A. Le contexte factuel
[2] Les Demandeurs ont présenté leur demande de résidence permanente pour des considérations humanitaires alléguant notamment que leur degré d’établissement et leurs liens au Canada, l’intérêt supérieur de leurs six enfants, tous nés au Canada, et les conditions ayant court au Pakistan, justifieraient une dispense aux conditions établies par la LIPR, telles que définies à son paragraphe 25(1).
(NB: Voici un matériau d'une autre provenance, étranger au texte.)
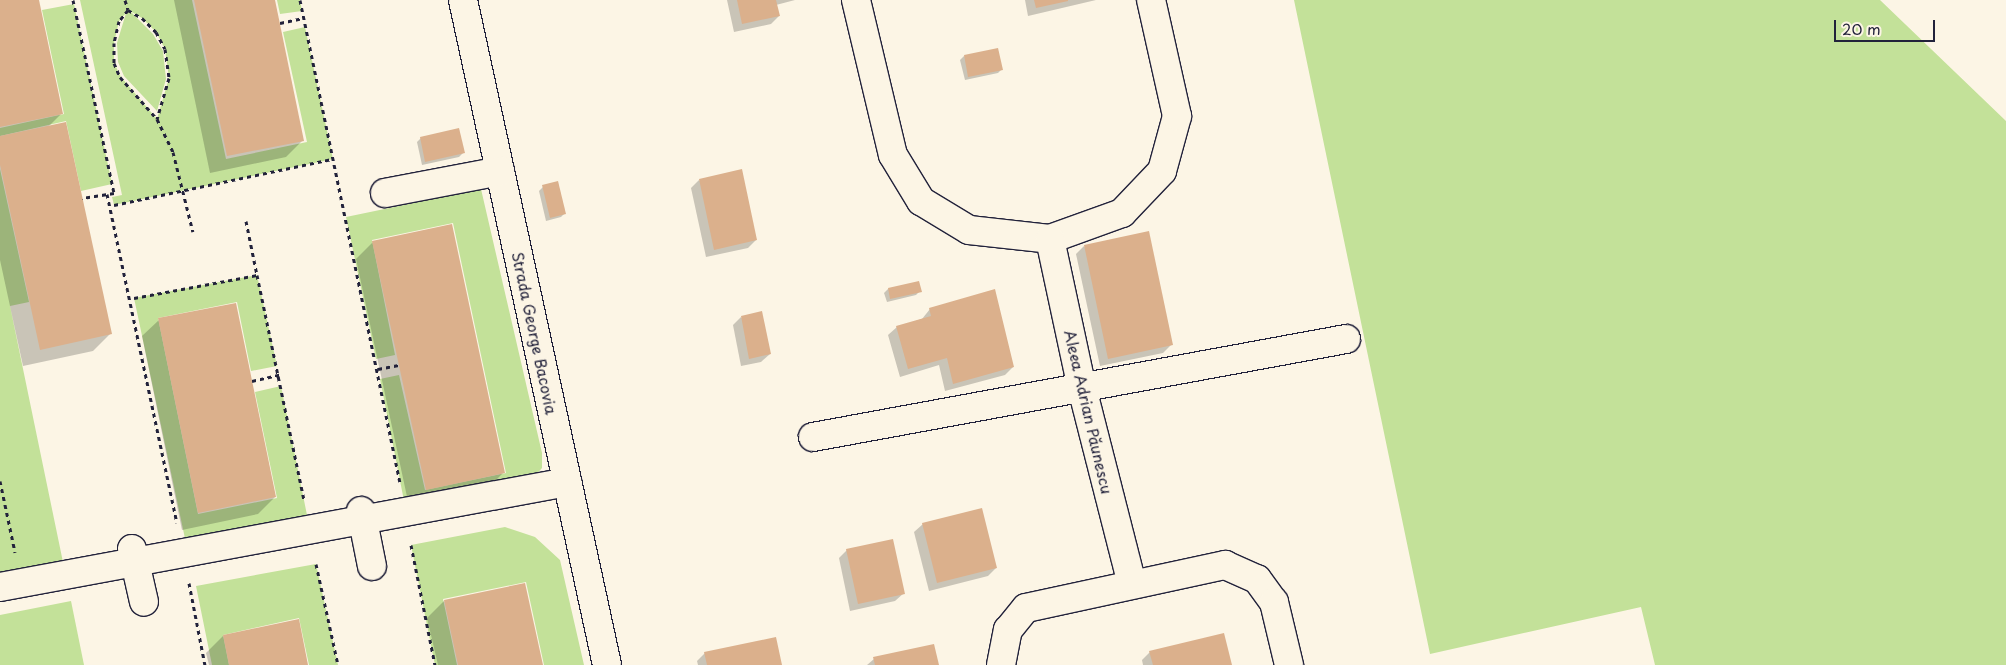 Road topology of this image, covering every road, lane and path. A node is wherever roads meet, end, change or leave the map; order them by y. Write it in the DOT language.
graph roads {
  1 [pos="73,0"];
  2 [pos="124,0"];
  3 [pos="300,0"];
  4 [pos="463,0"];
  5 [pos="856,0"];
  6 [pos="1151,0"];
  7 [pos="128,10"];
  8 [pos="304,18"];
  9 [pos="280,23"];
  10 [pos="157,119"];
  11 [pos="333,159"];
  12 [pos="500,171"];
  13 [pos="184,189"];
  14 [pos="385,193"];
  15 [pos="107,194"];
  16 [pos="82,198"];
  17 [pos="114,205"];
  18 [pos="246,221"];
  19 [pos="193,232"];
  20 [pos="1050,239"];
  21 [pos="257,275"];
  22 [pos="134,298"];
  23 [pos="1346,340"];
  24 [pos="399,365"];
  25 [pos="378,369"];
  26 [pos="279,375"];
  27 [pos="252,381"];
  28 [pos="1082,388"];
  29 [pos="813,437"];
  30 [pos="0,481"];
  31 [pos="567,482"];
  32 [pos="402,492"];
  33 [pos="304,501"];
  34 [pos="362,515"];
  35 [pos="411,545"];
  36 [pos="182,554"];
  37 [pos="134,555"];
  38 [pos="316,564"];
  39 [pos="372,566"];
  40 [pos="1132,584"];
  41 [pos="11,585"];
  42 [pos="144,602"];
  43 [pos="206,665"];
  44 [pos="338,665"];
  45 [pos="435,665"];
  46 [pos="607,665"];
  47 [pos="1000,665"];
  48 [pos="1289,665"];
  1 -- 15 [label="path"];
  2 -- 7 [label="path"];
  3 -- 8 [label="path"];
  4 -- 12 [label="street, Strada George Bacovia"];
  5 -- 20 [label="street"];
  6 -- 20 [label="street"];
  7 -- 10 [label="path"];
  7 -- 10 [label="path"];
  8 -- 9 [label="path"];
  8 -- 11 [label="path"];
  10 -- 13 [label="path"];
  11 -- 13 [label="path"];
  11 -- 25 [label="path"];
  12 -- 14 [label="street"];
  12 -- 31 [label="street, Strada George Bacovia"];
  13 -- 17 [label="path"];
  13 -- 19 [label="path"];
  15 -- 16 [label="path"];
  15 -- 36 [label="path"];
  18 -- 21 [label="path"];
  20 -- 28 [label="street, Aleea Adrian Păunescu"];
  21 -- 22 [label="path"];
  21 -- 26 [label="path"];
  23 -- 28 [label="street"];
  24 -- 25 [label="path"];
  25 -- 32 [label="path"];
  26 -- 27 [label="path"];
  26 -- 33 [label="path"];
  28 -- 29 [label="street"];
  28 -- 40 [label="street, Aleea Adrian Păunescu"];
  30 -- 41 [label="path"];
  31 -- 34 [label="street"];
  31 -- 46 [label="street, Strada George Bacovia"];
  34 -- 36 [label="street"];
  34 -- 39 [label="street"];
  35 -- 45 [label="path"];
  36 -- 37 [label="street"];
  36 -- 43 [label="path"];
  37 -- 41 [label="street"];
  37 -- 42 [label="street"];
  38 -- 44 [label="path"];
  40 -- 47 [label="street"];
  40 -- 48 [label="street"];
}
[3] Les Demandeurs sont citoyens du Pakistan. Ils sont entrés au Canada en septembre 1999 et ont demandé l’asile le 13 octobre 1999. Leur demande d’asile a été acceptée par la Section de la protection des réfugiés le 23 avril 2001 et ils sont devenus résidents permanents du Canada le 18 avril 2006.
[4] Depuis leur arrivée au Canada, les Demandeurs ont demandé et obtenu des passeports du Pakistan à 4 ou 5 occasions chacun. Ils ont voyagé au Pakistan en 2009, 2010, 2012, 2014 et 2015 pour des séjours d’au moins 1 mois.
[5] Le 18 janvier 2022, la SPR a prononcé le rejet de la demande d’asile des Demandeurs en vertu du paragraphe 108(3) de la LIPR, considérant que ceux-ci s’étaient réclamés volontairement de la protection du pays contre lequel ils avaient demandé l’asile (le Pakistan).
[6] Le 22 juin 2022, les Demandeurs ont déposé leur demande de résidence permanente pour considérations humanitaires, alléguant que leur degré d’établissement au Canada, les conditions défavorables dans leur pays, l’intérêt supérieur de leurs enfants canadiens et l’état de santé de leur fille âgée de 6 ans, militent en faveur d’une dispense aux exigences de la LIPR. Le 10 juillet 2023, l’Agente a refusé la demande – il s’agit de la décision qui fait l’objet du présent contrôle judiciaire (« Décision »
).
[7] Les Demandeurs contestent la Décision et allèguent que l’Agente a erré en tirant des conclusions déraisonnables et arbitraires sans tenir compte de toute la preuve au dossier. Plus précisément, les Demandeurs allèguent que l’Agente a tiré des conclusions déraisonnables quant à la difficulté qu’engendrerait un retour au Pakistan, eu égard aux circonstances particulières de la famille, et quant à l’intérêt des enfants en cause. Les Demandeurs allèguent que l’Agente a ignoré certaines preuves au dossier et ne s’est concentré que sur celles qui appuyaient ses conclusions.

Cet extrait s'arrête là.